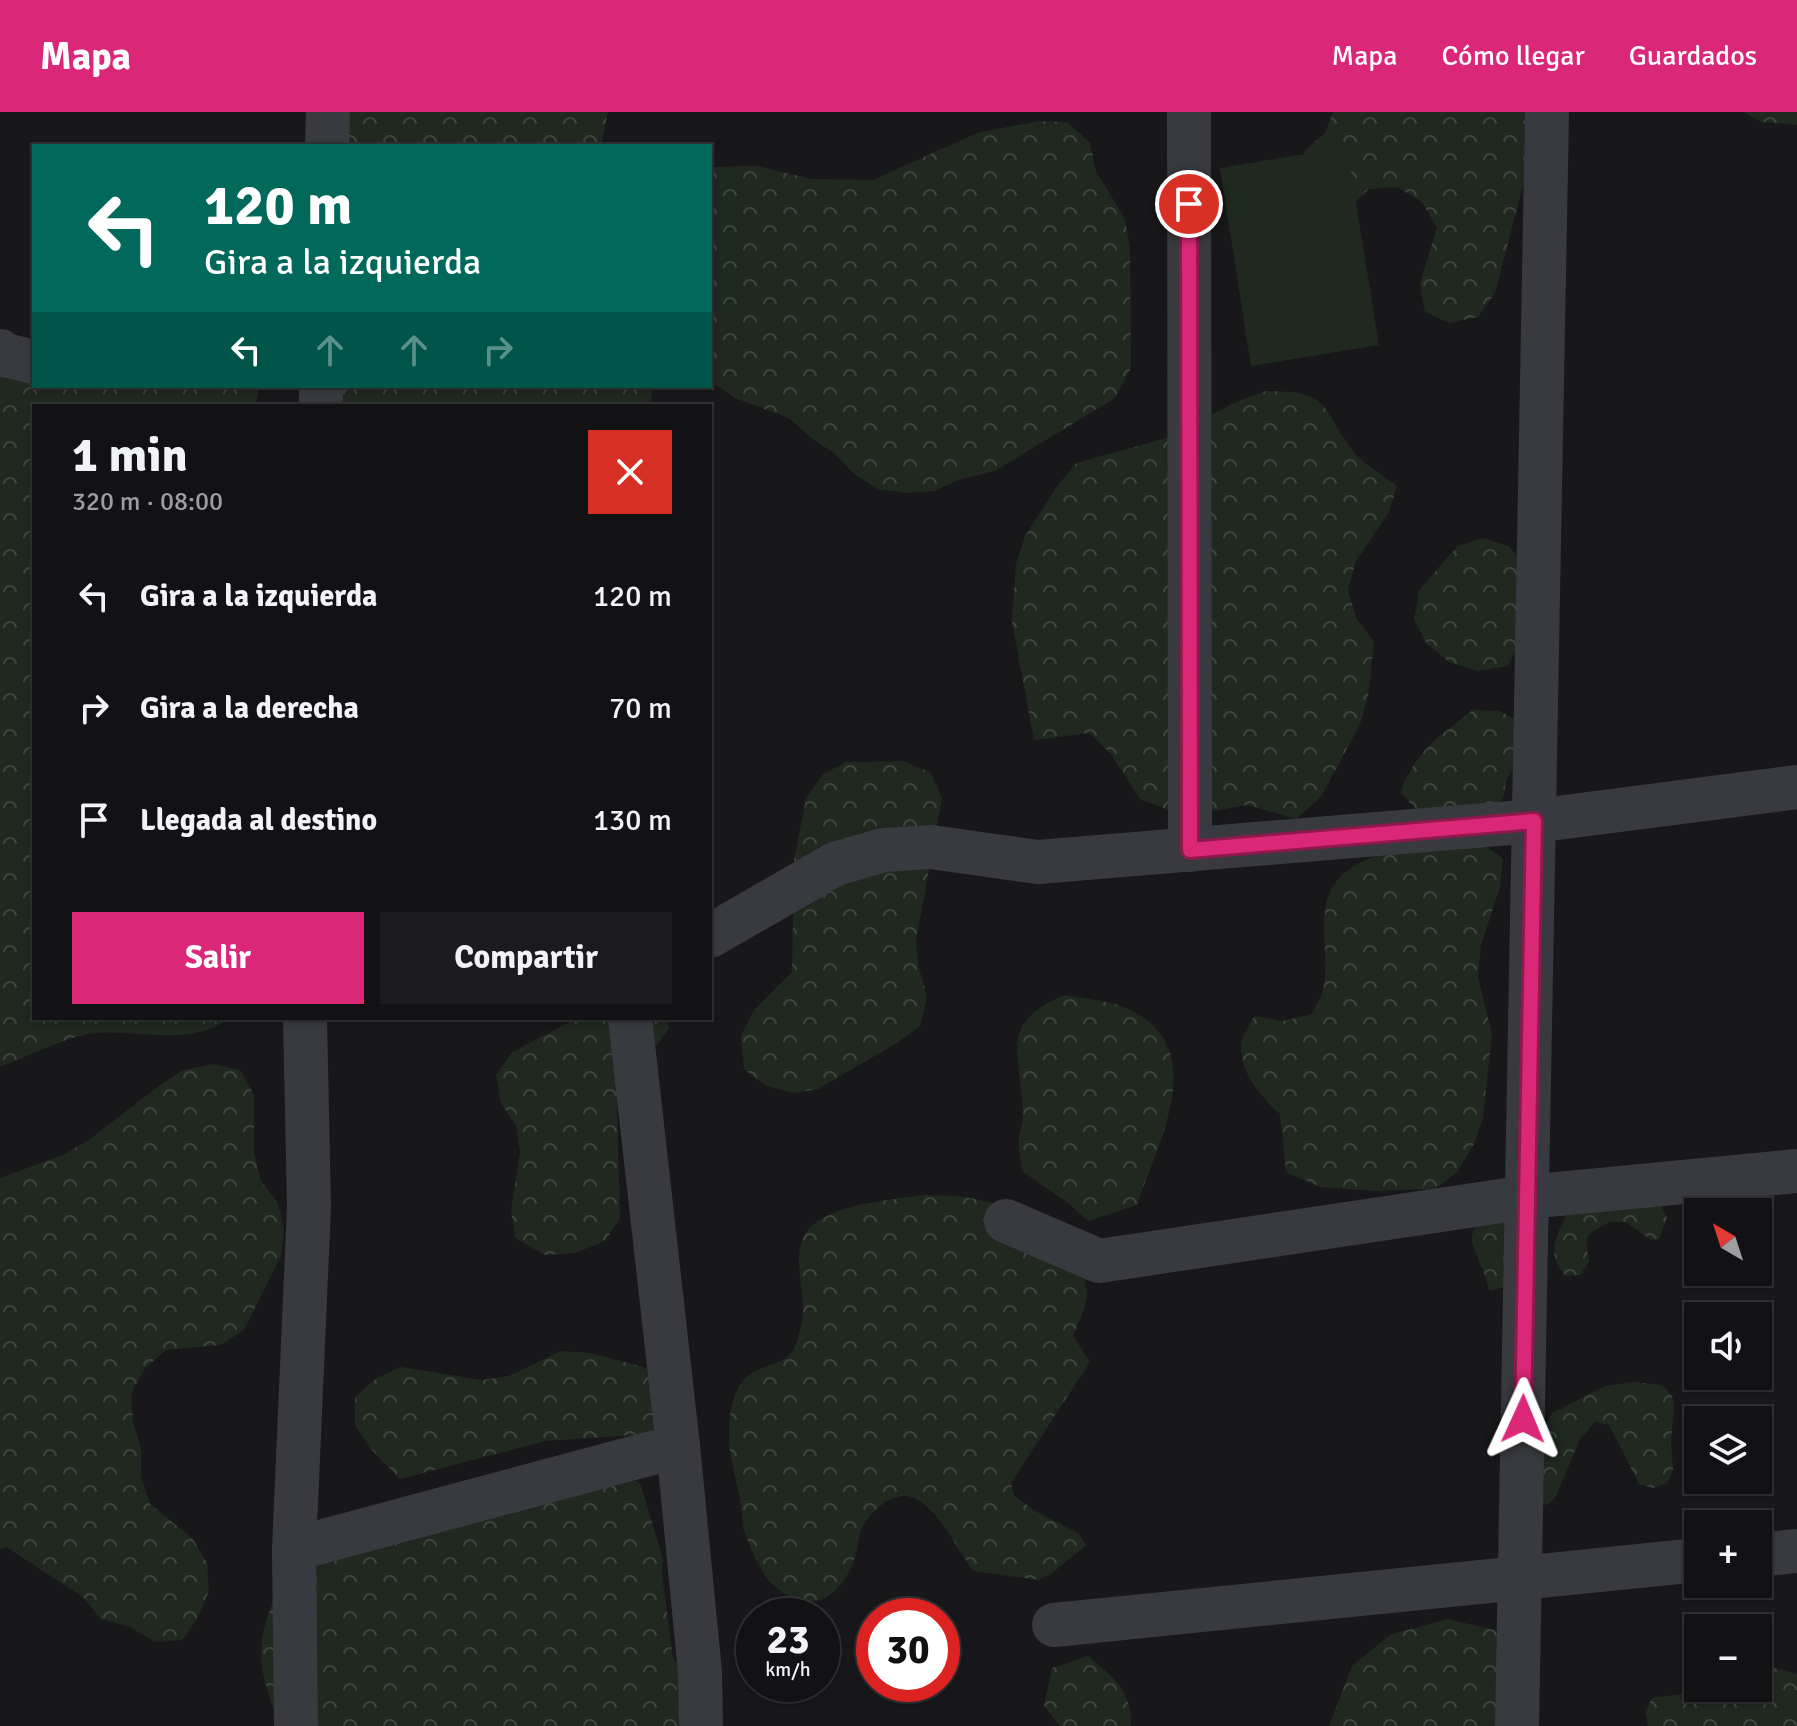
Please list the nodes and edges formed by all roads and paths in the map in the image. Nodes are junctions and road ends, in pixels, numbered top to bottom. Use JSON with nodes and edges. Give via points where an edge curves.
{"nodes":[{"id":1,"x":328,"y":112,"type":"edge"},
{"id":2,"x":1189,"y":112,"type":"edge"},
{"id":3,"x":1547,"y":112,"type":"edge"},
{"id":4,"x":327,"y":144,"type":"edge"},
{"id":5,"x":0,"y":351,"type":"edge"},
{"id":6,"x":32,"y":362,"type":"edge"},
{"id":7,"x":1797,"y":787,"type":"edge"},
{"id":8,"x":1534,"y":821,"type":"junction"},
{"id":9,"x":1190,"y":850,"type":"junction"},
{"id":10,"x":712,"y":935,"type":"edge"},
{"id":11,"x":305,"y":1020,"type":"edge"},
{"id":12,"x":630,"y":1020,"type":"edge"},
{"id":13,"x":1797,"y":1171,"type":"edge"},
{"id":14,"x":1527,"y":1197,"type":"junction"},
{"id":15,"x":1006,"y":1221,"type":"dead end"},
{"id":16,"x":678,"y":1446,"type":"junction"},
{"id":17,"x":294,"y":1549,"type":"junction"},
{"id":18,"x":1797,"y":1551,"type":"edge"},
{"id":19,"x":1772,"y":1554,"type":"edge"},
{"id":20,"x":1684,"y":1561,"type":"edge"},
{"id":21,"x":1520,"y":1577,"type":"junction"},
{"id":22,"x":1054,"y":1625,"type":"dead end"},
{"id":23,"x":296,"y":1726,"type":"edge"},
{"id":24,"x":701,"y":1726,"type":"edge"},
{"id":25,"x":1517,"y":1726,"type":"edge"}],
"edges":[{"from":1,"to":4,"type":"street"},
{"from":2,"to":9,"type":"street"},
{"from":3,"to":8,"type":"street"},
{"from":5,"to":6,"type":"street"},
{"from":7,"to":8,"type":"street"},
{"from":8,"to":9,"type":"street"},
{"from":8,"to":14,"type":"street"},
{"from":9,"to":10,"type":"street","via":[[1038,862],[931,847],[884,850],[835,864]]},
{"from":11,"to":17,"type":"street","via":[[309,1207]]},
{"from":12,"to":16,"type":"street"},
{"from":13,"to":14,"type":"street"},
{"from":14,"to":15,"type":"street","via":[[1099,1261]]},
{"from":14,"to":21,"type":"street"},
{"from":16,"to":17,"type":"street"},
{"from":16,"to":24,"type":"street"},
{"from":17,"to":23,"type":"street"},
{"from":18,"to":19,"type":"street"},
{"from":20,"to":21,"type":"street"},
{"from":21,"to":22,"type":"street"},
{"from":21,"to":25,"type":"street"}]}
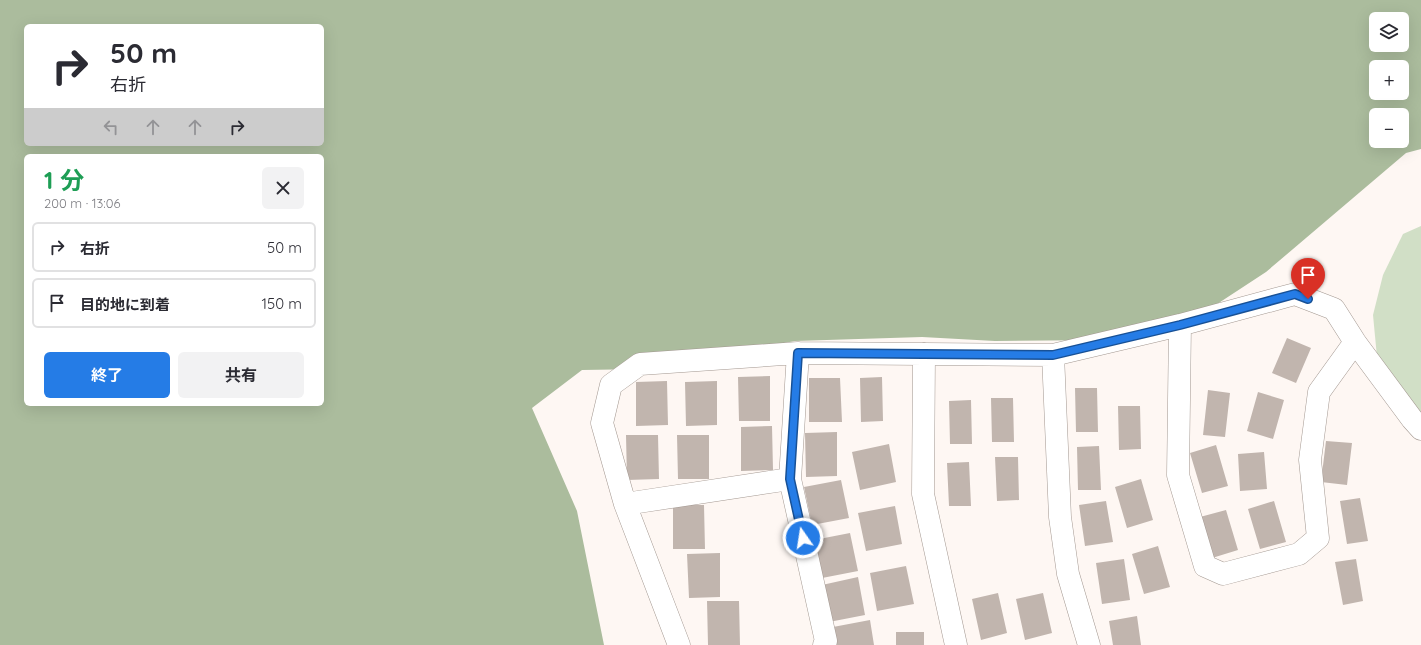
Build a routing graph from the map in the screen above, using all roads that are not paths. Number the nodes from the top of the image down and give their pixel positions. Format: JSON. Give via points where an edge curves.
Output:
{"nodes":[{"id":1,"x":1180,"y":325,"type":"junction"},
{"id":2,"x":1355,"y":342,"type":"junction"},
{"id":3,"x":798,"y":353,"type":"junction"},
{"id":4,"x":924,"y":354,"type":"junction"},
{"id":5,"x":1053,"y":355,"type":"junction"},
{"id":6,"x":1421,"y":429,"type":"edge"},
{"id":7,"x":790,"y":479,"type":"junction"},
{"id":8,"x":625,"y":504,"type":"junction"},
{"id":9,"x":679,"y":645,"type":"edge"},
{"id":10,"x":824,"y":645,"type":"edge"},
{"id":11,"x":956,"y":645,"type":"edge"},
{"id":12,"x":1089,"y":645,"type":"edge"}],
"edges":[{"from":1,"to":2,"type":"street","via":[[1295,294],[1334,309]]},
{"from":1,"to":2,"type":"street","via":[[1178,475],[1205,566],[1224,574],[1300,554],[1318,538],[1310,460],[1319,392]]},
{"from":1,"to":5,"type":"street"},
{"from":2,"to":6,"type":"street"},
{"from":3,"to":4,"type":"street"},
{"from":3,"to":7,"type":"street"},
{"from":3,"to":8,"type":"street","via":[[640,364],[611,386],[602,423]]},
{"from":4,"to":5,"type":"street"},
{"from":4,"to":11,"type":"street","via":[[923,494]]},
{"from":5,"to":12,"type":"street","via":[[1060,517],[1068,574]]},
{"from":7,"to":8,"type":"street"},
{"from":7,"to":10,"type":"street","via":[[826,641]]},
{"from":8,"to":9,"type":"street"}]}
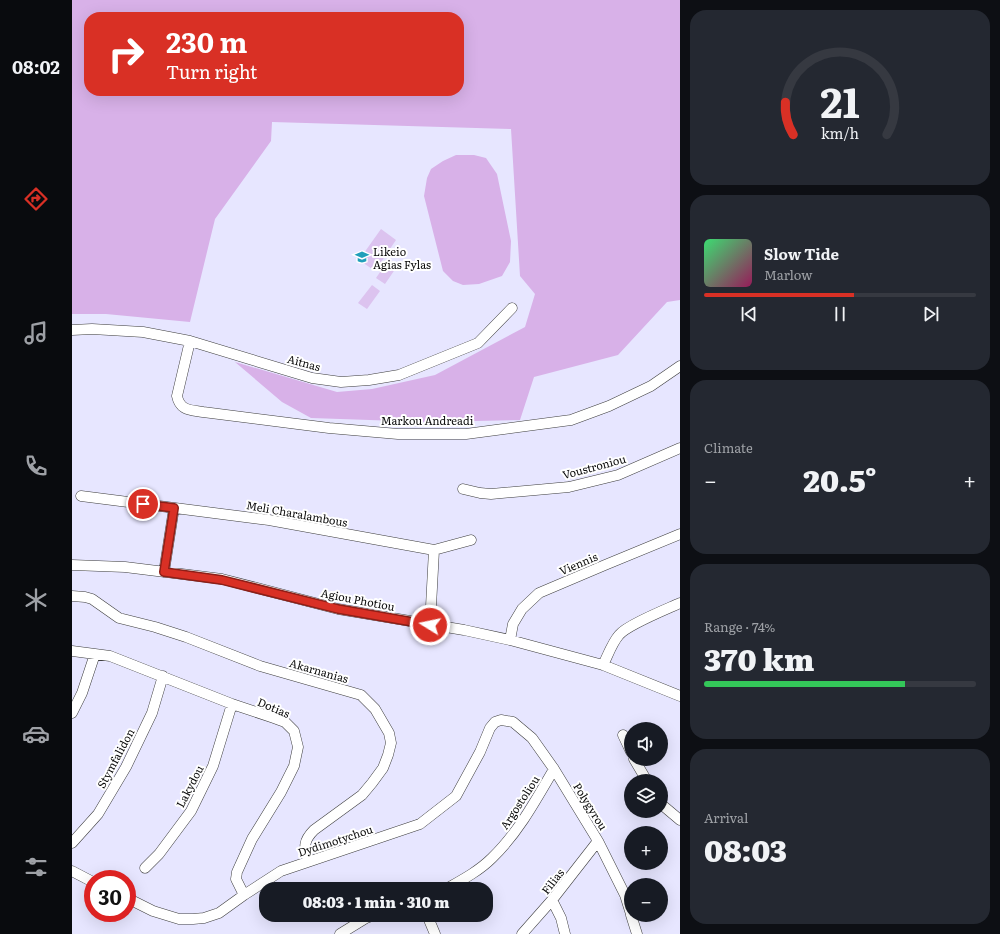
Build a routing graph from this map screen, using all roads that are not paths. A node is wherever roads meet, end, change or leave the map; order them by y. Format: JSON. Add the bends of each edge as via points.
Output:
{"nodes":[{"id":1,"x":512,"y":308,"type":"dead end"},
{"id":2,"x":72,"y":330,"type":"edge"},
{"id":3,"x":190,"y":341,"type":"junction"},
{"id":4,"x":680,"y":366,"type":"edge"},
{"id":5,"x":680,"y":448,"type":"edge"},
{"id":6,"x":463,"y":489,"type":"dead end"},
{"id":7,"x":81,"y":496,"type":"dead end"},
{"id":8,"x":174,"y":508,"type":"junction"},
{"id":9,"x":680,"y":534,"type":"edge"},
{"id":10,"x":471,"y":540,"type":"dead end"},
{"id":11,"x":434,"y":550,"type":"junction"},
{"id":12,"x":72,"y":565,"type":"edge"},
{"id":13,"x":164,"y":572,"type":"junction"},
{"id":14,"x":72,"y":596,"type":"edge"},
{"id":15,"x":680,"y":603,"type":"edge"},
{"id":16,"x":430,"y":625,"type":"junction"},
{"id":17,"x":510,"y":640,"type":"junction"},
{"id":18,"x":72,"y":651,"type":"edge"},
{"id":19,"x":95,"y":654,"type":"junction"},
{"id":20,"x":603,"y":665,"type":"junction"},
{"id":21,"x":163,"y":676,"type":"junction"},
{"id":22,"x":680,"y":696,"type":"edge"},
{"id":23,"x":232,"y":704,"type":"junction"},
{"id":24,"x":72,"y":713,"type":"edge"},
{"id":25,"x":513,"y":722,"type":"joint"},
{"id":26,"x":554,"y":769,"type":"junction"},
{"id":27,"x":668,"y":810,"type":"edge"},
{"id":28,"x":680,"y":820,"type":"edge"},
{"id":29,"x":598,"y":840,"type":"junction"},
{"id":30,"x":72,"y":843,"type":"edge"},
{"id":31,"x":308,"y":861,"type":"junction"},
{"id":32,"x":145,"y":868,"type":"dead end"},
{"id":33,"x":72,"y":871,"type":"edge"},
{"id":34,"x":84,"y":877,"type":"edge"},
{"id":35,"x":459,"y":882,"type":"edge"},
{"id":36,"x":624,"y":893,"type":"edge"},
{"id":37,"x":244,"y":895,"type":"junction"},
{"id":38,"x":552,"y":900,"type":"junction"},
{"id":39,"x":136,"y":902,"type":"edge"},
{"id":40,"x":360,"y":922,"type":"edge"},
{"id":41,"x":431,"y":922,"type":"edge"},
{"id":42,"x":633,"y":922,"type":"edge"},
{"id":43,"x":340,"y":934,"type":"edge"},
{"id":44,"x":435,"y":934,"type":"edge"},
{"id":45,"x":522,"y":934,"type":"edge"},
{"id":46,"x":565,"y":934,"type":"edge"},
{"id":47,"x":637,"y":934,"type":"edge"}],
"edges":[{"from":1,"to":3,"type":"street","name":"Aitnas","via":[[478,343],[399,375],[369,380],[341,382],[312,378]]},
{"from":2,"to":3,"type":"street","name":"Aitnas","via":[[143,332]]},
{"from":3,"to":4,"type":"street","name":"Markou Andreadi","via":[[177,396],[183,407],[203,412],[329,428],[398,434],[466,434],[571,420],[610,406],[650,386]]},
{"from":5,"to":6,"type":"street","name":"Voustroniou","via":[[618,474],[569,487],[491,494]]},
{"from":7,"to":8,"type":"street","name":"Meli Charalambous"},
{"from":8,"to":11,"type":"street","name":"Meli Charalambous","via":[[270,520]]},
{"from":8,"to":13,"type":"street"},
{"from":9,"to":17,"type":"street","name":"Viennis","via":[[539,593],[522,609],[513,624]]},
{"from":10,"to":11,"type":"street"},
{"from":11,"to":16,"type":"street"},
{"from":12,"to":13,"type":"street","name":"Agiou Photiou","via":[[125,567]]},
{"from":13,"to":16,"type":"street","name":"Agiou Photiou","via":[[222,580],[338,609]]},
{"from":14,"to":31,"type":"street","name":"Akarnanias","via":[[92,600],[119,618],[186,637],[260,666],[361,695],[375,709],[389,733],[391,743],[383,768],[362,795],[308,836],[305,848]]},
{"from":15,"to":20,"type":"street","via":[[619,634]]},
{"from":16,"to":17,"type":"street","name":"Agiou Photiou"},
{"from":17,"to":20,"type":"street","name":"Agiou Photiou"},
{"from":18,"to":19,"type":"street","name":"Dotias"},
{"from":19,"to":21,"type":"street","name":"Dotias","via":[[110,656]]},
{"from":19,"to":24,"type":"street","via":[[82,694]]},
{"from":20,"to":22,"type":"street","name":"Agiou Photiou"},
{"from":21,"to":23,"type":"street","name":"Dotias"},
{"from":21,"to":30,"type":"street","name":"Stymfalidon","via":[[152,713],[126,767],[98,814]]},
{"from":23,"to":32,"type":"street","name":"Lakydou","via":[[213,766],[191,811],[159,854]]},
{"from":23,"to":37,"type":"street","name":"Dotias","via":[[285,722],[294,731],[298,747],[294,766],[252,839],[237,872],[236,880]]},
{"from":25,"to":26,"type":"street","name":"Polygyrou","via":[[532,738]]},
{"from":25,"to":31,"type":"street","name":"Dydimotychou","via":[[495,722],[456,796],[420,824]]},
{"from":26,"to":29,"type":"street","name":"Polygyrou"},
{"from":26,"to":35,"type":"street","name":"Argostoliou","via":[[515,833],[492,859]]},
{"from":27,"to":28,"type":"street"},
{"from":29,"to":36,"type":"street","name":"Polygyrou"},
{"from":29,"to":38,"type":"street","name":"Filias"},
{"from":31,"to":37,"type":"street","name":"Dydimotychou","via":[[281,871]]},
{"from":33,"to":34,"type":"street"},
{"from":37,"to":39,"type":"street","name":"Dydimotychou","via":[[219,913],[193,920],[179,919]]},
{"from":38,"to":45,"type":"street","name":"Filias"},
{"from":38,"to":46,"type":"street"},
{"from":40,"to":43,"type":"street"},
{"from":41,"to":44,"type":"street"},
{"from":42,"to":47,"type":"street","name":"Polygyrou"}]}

Problem to work on
Identify the lines of the data that contain the word "graph". Copy each of them.

Written reply
Build a routing graph from the map in the screen above, using all roads that are not paths. Number the nodes from the top of the image down and give their pixel positions. Format: JSON. Give via points where an edge curves.
Build a routing graph from this map screen, using all roads that are not paths. A node is wherever roads meet, end, change or leave the map; order them by y. Format: JSON. Add the bends of each edge as via points.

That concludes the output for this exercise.